This morning, I served as a guest on the terrific "Where We Live" program that airs daily on WNPR.  You can listen to the broadcast here.  It’s difficult to recap a one-hour broadcast in a short blog post so here are a few of my random observations and thoughts after today’s session. 

  • To some callers, the issue of child labor is an educational one — namely kids should be allowed to work so they get can understand the value of money and develop a strong work ethic.  Indeed one caller talked about how he had his kids (including an 8 year old) working on a brownfields site with machetes clearing land.  But lost in the conversation is the difference between giving kids some experience (fishing, for example) and making them do tasks we’d commonly view as work.  Where is the line to be drawn?
  • It remains to be seen whether a "parental exception" to child labor laws is something that will have any political backing in next year’s session. Representative Linda Scofield (D-Simsbury) called in to say that she might try to introduce something again but until more legislators view this as a priority, it’s hard to think that this will gain any traction.
  • Do you legislate to protect the worst-case scenarios even if a few incidents don’t really merit government intervention? So far, Connecticut has taken a strong approach only carving out some limited exceptions. 
  • Are 13 year old babysitters really violating state law?  The state’s website suggests yes, but that would put a lot of babysitters out of business. In the real world, these types of incidents are not policed by the Department of Labor. 
  • What you didn’t hear on the broadcast is that the computer system between the host and producer was down.  This led to the producers writing caller names and towns on paper and taping them to a window (see the picture above). The fact that you couldn’t tell this was going on is a testament to how good the host, John Dankosky, is.
  • Never underestimate the number of people who listen to NPR; I’m truly amazed at how many people tune in for a 9 a.m. show (replaying at 7 p.m.).

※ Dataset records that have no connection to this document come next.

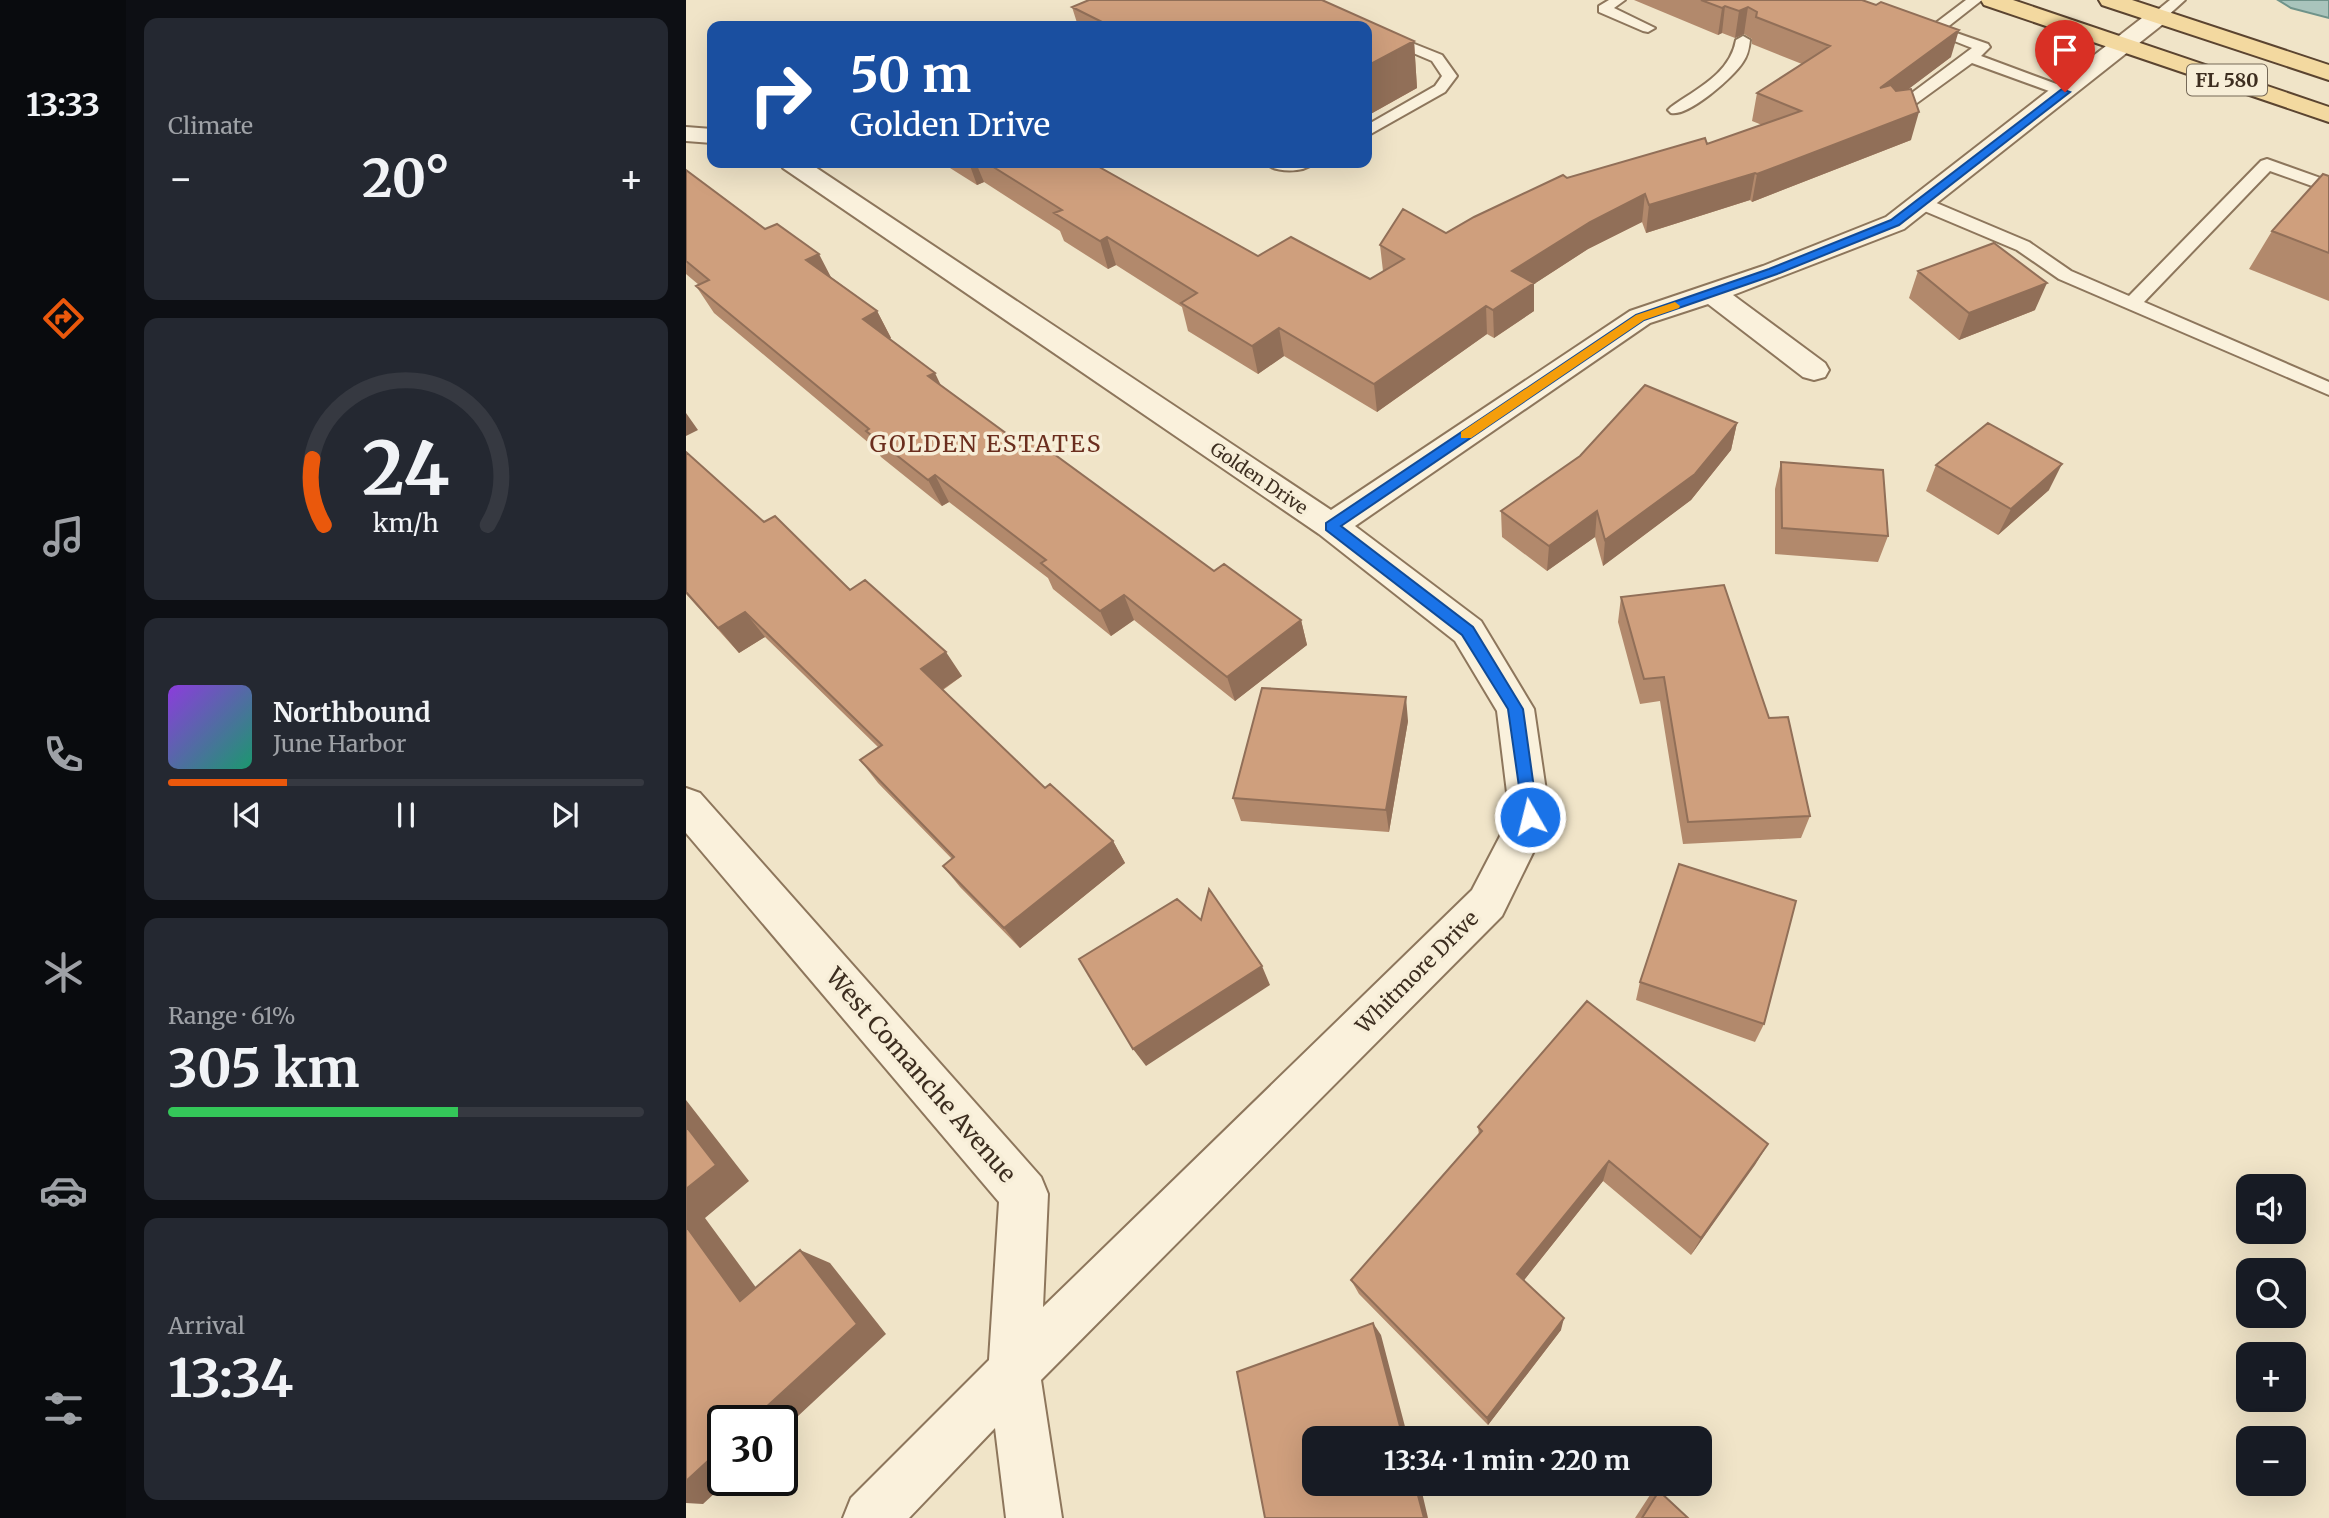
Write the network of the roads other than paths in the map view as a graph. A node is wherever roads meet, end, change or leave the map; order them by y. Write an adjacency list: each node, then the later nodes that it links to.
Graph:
1 (1618, 0): 8 (lane)
2 (1975, 0): 9 (lane)
3 (1992, 0): 12 (main road, FL 580)
4 (2110, 0): 6 (main road, FL 580)
5 (2178, 0): 6 (lane)
6 (2159, 16): 12 (street, Golden Drive); 14 (main road, FL 580)
7 (1914, 22): 9 (lane)
8 (1648, 28)
9 (1934, 30): 13 (lane)
10 (1743, 40): 16 (lane)
11 (1397, 41): 19 (lane)
12 (2124, 45): 15 (street, Golden Drive); 18 (main road, FL 580)
13 (1970, 57): 15 (lane); 17 (lane)
14 (2329, 73)
15 (2065, 92): 24 (street, Golden Drive)
16 (1676, 110)
17 (1894, 113)
18 (2329, 115)
19 (1372, 128)
20 (686, 134): 21 (street)
21 (707, 136)
22 (799, 168): 29 (street, Golden Drive)
23 (2329, 187): 26 (lane)
24 (1921, 203): 25 (street, Golden Drive); 26 (lane)
25 (1712, 293): 27 (street); 29 (street, Golden Drive)
26 (2132, 304): 28 (lane)
27 (1814, 370)
28 (2329, 389)
29 (1331, 526): 31 (street, Whitmore Drive)
30 (686, 805): 31 (street, West Comanche Avenue)
31 (1014, 1371): 32 (street, Whitmore Drive); 33 (street, West Comanche Avenue)
32 (871, 1518)
33 (1034, 1518)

So what do you think? Are the state’s child labor laws too strict? Or do they strike the right balance between protecting kids and keeping them safe, and ensuring that they get some experience when they are older?

(Here are some photos taken by Chion Wolf from today’s session. My sincere thanks to her for permission to use these photos. )

  • Steven Zweibel

    Congratulations on the show. I thought you came off sounding very knowledgeable. I have never really thought about this topic in any great detail. I understand the need for the state to keep children safe but it would seem to me there is a middle ground where children can learn the value of hard work and appreciate the effort that goes into earning a dollar. If I owned a business I would want my children to experience what it was like and gain from that exposure (even if they did not go into the business). I guess the gray area depends on exactly what those kids will be doing – arc welding = not good, alphabetizing papers (as I did for my father when very young) = OK. It would seem to me that the legislature has plenty else to worry about now and will not be focusing on this issue.